__INFORMATION SUPPLIED__:
+-------+
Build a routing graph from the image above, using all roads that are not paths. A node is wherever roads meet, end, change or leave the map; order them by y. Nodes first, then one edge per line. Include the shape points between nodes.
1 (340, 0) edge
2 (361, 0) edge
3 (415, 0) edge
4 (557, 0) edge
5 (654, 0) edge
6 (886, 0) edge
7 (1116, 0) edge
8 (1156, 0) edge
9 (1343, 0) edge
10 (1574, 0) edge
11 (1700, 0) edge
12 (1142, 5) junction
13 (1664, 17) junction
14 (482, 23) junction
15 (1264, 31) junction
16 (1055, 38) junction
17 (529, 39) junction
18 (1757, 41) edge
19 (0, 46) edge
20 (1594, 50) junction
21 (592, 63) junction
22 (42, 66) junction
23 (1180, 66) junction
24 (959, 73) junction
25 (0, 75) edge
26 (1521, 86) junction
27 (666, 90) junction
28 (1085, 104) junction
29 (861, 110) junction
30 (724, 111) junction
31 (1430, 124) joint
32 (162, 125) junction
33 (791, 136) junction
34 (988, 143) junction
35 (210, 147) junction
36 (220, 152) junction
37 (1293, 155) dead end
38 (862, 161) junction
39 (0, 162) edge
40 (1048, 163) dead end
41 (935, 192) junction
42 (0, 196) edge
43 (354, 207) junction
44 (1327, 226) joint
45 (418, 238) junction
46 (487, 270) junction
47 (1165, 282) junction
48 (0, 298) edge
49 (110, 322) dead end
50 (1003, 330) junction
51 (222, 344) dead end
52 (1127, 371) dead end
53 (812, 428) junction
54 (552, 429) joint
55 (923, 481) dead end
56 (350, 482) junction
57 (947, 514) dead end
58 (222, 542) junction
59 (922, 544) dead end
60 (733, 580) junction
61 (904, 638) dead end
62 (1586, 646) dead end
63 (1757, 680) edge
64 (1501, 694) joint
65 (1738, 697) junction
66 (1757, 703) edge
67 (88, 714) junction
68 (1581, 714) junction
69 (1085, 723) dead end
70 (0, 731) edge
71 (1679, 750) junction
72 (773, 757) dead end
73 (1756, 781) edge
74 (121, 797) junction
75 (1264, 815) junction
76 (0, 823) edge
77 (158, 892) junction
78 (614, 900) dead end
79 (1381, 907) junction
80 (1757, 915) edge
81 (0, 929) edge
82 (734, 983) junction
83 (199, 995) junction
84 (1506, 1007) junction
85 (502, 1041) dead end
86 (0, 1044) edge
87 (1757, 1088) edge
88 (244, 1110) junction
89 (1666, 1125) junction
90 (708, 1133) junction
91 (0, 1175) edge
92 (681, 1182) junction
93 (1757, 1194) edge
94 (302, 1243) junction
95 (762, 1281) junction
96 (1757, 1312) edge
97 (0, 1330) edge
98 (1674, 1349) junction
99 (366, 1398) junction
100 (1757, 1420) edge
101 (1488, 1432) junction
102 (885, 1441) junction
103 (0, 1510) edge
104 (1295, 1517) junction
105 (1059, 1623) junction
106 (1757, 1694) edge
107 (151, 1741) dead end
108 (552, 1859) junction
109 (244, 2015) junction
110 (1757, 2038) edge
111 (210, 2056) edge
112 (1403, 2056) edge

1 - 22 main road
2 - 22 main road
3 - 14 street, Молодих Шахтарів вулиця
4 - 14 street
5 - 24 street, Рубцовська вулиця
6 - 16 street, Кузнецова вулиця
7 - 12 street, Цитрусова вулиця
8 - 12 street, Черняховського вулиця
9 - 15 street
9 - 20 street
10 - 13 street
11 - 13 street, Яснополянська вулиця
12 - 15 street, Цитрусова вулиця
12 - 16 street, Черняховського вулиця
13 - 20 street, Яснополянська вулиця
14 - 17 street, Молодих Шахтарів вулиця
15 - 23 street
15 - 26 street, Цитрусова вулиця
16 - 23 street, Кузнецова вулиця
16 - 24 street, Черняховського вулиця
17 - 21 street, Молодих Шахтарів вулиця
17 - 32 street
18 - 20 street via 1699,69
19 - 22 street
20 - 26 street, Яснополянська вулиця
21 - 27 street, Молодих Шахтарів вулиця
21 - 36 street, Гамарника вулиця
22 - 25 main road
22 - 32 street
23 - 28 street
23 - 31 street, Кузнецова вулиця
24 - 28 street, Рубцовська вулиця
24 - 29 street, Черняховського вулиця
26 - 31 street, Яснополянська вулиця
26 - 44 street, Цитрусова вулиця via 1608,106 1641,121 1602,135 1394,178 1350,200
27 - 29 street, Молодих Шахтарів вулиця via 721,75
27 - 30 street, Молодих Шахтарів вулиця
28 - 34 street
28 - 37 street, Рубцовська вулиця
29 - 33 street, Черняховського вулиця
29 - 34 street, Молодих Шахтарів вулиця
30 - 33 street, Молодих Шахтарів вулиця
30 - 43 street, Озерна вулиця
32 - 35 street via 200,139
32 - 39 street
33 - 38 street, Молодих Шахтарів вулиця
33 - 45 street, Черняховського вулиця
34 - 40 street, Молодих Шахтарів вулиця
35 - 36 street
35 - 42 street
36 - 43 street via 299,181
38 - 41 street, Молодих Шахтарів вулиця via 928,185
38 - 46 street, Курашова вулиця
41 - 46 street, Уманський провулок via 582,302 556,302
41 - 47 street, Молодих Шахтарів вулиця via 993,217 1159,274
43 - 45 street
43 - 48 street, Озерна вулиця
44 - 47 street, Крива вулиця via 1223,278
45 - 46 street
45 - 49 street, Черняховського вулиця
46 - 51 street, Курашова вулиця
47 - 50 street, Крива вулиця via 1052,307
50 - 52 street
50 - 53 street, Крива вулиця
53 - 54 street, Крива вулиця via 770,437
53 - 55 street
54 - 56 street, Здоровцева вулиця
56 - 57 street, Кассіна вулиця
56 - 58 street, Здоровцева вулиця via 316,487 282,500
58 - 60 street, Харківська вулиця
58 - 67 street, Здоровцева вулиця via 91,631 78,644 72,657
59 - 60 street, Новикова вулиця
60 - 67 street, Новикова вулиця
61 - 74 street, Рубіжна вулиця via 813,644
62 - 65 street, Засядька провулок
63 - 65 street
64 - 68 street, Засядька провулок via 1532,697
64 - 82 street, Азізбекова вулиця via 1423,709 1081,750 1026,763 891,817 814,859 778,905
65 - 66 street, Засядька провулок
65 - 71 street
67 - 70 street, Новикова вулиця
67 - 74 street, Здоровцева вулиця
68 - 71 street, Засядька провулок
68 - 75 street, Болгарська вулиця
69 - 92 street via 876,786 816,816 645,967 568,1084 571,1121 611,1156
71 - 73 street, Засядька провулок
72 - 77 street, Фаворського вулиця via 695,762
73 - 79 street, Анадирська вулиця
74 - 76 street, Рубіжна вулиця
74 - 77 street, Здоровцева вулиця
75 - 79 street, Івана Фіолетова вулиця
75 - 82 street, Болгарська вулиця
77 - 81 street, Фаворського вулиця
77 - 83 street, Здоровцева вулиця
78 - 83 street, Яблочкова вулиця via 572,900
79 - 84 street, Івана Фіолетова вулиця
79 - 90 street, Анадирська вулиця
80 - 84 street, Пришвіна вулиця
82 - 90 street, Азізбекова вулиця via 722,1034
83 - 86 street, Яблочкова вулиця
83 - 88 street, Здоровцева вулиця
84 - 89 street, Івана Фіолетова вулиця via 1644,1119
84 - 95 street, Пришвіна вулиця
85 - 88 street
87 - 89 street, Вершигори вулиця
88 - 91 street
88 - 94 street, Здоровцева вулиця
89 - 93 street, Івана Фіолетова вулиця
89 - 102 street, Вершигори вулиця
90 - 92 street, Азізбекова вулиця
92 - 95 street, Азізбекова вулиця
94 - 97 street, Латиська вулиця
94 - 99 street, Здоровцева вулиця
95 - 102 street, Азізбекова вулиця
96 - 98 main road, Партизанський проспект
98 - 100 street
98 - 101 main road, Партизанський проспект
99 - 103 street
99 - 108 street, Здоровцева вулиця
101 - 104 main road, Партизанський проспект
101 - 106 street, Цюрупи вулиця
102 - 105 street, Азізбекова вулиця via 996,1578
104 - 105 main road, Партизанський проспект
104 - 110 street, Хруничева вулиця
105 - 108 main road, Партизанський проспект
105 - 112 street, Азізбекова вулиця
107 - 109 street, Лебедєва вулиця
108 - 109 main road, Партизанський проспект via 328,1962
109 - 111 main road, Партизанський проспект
+-------+
__PROBLEM REQUIREMENTS__: Search the records for the word "Озерна". Copy every line that has it.

__REPLY TO THE TASK__:
30 - 43 street, Озерна вулиця
43 - 48 street, Озерна вулиця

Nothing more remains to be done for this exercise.